Whidden went up on the porch again and put his ear to the door. “Thought I heard creakin.” Again they called, and again they got no answer. “I don’t reckon this new paint will keep them people from burning this place down,” Whidden said. “The Island homes was mostly lean-tos and old shacks, whacked together any whichy-way, ain’t that right, Colonel?—palmetto fan thatch, driftwood scrap, patched out with tarpaper and tin. Weren’t much lost when Parks destroyed ’em except lifetimes of hard work, which don’t count for nothin these days, it don’t seem like.” In his quiet way, Harden was very angry.
“Setting this old house afire, that is something else,” Andy House said. “Dade County pine, cures hard as iron, so her frame and flooring is as sound as ever. Likely Parks don’t even know that, and don’t care. Why them people are so hot to burn this good old house is hard to figure. Got the rest of ’em destroyed already, I suppose. Want to look like they’re doing somethin to earn them government salaries, is what it is.”
Lucius told Andy about Fred Dyer, who had built the porch and cistern. Andy nodded. “I sure heard about them Dyers from an early age. Back in 1905, my uncle Dan ran the mail boat, Punta Rassa to Cape Sable, and he had young Gene Gandees as his crew. Them boys was maybe fifteen at that time. So one day they turned up here when Mr. Watson was away, and the Dyer family come flyin out with their little girl and baby boy, leavin toys and clothes all scattered out behind. Never went back for that stuff neither, just jumped aboard the boat and yelled, ‘Let’s go!’
“On the way downriver, Uncle Dan asked ’em why they was in such a hurry. They admitted that they never seen no bad deeds while they was here, no sign that Watson killed his help on payday, the way people said. But they knew somethin very bad had happened to the young couple that was here before ’em, and they was worried about their little children. Around that time, rumor come about Watson murderin the Audubon warden at Flamingo—well, that done it. The woman seemed calm enough, Uncle Dan said, but her husband was sick afraid.

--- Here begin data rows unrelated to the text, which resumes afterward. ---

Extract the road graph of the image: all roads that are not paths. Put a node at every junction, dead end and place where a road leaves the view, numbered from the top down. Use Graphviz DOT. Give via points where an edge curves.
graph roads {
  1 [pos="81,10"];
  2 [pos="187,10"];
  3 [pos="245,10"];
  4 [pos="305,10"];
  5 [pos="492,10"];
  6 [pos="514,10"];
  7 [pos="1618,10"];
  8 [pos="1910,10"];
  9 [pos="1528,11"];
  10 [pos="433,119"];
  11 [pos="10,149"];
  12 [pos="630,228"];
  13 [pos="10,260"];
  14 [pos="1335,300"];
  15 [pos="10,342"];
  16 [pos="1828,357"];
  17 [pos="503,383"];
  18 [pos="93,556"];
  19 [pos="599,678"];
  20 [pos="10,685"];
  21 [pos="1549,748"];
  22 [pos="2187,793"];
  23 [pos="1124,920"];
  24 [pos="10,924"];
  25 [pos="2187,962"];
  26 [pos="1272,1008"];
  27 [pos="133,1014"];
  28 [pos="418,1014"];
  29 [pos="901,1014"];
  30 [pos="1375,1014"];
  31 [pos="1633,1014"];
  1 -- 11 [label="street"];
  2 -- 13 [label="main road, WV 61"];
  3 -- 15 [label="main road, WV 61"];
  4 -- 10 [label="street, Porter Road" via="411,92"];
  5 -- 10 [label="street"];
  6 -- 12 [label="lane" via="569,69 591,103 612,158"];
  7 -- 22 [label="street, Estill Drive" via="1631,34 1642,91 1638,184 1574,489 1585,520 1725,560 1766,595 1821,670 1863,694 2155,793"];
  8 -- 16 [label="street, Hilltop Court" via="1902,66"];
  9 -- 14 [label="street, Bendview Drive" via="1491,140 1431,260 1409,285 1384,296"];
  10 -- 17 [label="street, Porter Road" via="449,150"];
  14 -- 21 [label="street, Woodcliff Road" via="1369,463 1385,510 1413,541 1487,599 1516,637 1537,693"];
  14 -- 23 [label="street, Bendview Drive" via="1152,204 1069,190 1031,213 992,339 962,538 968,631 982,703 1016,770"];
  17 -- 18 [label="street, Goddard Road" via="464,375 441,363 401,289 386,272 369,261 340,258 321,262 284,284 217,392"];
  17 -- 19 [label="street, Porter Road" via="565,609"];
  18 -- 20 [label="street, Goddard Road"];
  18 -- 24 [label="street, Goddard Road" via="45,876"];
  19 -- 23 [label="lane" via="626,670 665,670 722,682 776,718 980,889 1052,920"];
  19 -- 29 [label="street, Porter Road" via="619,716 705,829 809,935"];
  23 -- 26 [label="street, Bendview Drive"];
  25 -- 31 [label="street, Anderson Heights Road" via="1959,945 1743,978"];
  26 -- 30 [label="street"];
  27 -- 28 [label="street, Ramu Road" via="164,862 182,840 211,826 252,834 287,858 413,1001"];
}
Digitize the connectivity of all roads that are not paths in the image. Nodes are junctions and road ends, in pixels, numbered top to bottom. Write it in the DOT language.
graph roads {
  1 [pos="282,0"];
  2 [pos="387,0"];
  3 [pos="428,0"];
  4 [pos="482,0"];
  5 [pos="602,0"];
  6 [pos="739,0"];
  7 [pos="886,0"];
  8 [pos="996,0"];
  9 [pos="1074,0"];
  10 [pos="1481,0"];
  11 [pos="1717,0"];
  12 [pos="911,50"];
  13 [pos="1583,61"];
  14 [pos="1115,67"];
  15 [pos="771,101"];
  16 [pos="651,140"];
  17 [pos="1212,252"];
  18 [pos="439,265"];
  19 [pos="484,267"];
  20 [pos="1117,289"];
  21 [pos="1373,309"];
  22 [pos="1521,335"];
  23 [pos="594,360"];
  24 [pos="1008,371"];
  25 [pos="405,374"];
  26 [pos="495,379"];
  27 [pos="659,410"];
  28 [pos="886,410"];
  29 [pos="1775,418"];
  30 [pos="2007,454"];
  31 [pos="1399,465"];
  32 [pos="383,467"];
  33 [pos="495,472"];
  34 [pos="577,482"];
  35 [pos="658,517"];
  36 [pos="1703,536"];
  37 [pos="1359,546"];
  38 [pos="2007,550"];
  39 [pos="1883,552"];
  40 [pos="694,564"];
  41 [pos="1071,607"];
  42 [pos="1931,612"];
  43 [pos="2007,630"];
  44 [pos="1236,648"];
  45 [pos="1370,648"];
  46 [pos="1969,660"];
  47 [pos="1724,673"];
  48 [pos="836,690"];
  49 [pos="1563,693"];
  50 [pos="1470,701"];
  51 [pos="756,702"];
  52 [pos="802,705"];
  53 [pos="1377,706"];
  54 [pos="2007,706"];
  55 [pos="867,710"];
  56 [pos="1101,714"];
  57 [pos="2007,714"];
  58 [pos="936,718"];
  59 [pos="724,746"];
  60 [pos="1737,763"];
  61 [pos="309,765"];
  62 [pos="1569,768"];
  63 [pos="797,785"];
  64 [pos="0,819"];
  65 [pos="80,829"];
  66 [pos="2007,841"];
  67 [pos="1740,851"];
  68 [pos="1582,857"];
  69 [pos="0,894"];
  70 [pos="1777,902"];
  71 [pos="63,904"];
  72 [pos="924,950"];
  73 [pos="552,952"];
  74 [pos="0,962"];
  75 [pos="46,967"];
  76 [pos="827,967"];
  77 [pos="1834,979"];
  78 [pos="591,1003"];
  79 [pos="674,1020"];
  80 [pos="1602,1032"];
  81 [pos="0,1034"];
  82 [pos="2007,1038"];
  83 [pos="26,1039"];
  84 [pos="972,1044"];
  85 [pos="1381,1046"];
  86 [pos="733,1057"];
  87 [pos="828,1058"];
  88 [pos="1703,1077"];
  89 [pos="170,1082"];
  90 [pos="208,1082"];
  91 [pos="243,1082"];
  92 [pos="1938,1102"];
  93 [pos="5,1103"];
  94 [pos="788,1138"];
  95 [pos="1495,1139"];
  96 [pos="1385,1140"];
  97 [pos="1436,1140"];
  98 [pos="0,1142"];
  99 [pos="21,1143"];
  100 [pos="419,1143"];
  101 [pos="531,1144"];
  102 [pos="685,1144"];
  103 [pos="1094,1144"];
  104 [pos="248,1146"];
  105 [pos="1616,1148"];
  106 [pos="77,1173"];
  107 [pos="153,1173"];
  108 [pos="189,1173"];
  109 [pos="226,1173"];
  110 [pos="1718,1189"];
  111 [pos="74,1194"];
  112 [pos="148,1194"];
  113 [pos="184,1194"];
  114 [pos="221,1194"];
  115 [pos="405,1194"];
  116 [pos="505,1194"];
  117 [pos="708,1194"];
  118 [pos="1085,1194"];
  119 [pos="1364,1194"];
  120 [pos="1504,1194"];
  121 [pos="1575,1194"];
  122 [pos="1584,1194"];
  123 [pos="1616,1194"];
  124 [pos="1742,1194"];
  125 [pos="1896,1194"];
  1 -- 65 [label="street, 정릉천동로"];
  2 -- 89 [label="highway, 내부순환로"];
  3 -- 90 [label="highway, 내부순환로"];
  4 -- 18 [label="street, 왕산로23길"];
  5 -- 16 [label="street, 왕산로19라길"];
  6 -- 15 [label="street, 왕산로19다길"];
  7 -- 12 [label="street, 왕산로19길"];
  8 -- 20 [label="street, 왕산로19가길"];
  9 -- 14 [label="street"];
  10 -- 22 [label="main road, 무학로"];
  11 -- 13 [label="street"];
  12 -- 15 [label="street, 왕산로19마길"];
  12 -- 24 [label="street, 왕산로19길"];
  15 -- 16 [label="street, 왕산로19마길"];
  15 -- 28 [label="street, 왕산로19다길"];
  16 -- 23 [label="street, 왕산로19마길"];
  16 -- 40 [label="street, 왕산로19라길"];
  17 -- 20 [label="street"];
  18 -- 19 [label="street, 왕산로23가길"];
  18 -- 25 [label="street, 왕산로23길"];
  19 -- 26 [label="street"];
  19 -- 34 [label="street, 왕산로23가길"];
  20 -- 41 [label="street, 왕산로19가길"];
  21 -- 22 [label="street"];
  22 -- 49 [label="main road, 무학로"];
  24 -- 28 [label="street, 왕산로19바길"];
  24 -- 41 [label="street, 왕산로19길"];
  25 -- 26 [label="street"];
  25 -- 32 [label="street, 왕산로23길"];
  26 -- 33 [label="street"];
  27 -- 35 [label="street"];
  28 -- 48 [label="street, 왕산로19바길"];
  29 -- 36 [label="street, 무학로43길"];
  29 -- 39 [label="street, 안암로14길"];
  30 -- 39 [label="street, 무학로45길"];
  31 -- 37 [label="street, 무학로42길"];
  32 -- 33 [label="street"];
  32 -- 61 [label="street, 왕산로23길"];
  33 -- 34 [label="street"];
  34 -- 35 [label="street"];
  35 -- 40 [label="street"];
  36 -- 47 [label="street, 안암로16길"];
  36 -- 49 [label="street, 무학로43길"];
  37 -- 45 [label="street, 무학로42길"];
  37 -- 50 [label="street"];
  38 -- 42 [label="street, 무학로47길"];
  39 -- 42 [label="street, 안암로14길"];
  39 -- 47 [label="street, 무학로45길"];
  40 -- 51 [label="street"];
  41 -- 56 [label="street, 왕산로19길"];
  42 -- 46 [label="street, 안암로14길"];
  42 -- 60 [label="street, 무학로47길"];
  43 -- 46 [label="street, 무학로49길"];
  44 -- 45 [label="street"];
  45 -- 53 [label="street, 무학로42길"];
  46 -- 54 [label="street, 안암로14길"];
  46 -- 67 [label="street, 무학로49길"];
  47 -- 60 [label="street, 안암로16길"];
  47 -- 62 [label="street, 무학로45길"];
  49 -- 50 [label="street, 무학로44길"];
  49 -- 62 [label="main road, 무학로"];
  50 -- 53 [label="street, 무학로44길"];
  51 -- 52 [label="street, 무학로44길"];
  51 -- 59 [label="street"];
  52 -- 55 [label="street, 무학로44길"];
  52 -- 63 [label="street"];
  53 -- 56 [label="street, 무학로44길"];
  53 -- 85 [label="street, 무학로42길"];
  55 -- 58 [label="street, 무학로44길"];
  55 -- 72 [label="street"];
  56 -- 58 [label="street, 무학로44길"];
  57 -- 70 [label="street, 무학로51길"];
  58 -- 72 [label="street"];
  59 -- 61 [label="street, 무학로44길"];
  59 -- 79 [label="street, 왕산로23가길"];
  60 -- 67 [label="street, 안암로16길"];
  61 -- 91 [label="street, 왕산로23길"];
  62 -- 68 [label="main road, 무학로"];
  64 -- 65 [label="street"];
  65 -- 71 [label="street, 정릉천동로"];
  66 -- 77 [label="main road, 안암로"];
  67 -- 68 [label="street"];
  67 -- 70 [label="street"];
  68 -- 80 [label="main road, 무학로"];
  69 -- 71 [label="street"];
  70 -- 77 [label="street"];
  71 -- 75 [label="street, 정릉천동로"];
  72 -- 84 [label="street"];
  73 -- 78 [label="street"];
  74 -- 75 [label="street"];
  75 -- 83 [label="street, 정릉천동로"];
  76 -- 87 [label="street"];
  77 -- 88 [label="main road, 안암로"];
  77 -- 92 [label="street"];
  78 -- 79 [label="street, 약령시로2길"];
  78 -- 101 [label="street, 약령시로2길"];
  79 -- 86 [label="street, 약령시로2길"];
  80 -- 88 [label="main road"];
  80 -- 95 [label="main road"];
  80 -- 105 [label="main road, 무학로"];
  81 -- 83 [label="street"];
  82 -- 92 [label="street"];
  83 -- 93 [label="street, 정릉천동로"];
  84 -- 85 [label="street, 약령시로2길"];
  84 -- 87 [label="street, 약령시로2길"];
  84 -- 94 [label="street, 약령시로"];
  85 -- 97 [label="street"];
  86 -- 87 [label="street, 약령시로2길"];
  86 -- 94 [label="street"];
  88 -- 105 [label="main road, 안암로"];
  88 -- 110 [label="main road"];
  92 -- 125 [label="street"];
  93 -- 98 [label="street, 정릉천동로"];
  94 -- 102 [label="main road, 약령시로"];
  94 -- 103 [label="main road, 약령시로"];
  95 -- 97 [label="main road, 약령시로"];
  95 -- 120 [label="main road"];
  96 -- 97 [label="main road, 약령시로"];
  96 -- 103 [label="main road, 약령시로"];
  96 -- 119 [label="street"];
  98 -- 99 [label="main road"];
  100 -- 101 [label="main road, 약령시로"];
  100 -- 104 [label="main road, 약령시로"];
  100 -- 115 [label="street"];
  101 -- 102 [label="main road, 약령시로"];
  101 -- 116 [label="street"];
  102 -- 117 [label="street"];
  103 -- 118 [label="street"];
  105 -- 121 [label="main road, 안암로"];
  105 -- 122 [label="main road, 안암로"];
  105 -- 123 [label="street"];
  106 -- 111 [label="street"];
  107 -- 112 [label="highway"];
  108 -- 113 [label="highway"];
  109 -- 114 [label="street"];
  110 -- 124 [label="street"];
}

“Mrs. Dyer let on how it was her who wished to leave, and how she was always scared in this wild country, what with all the snakes and panthers and wild Injuns. But Uncle Dan believed she only said that to cover up her husband’s fear of Mr. Watson. On the way north, she mentioned that in her estimation, Mr. Watson was a good and generous man, a gentleman, and a good Christian. Every Sunday morning without fail, they would all sing hymns in the front room and Mr. Watson would read aloud out of the Bible.
“Twenty years later, Dan House saw the husband in Fort Myers, and he said to him ‘Well, Mr. Dyer, you might not be walking around this town if it weren’t for me.’ I reckon Fred Dyer thought so, too, cause seein Uncle Dan, he whooped for joy and hugged him like a long-lost friend.”
Sally Brown said shortly, “Maybe Dan House and Gene Gandees made so much of that story because both of ’em were in the Watson mob a few years later, and they wanted to justify the execution of a neighbor who helped folks out when times were hard and never did a bit of harm to either one of them.”
“Well, Miss Sally, that is possible,” Andy House said.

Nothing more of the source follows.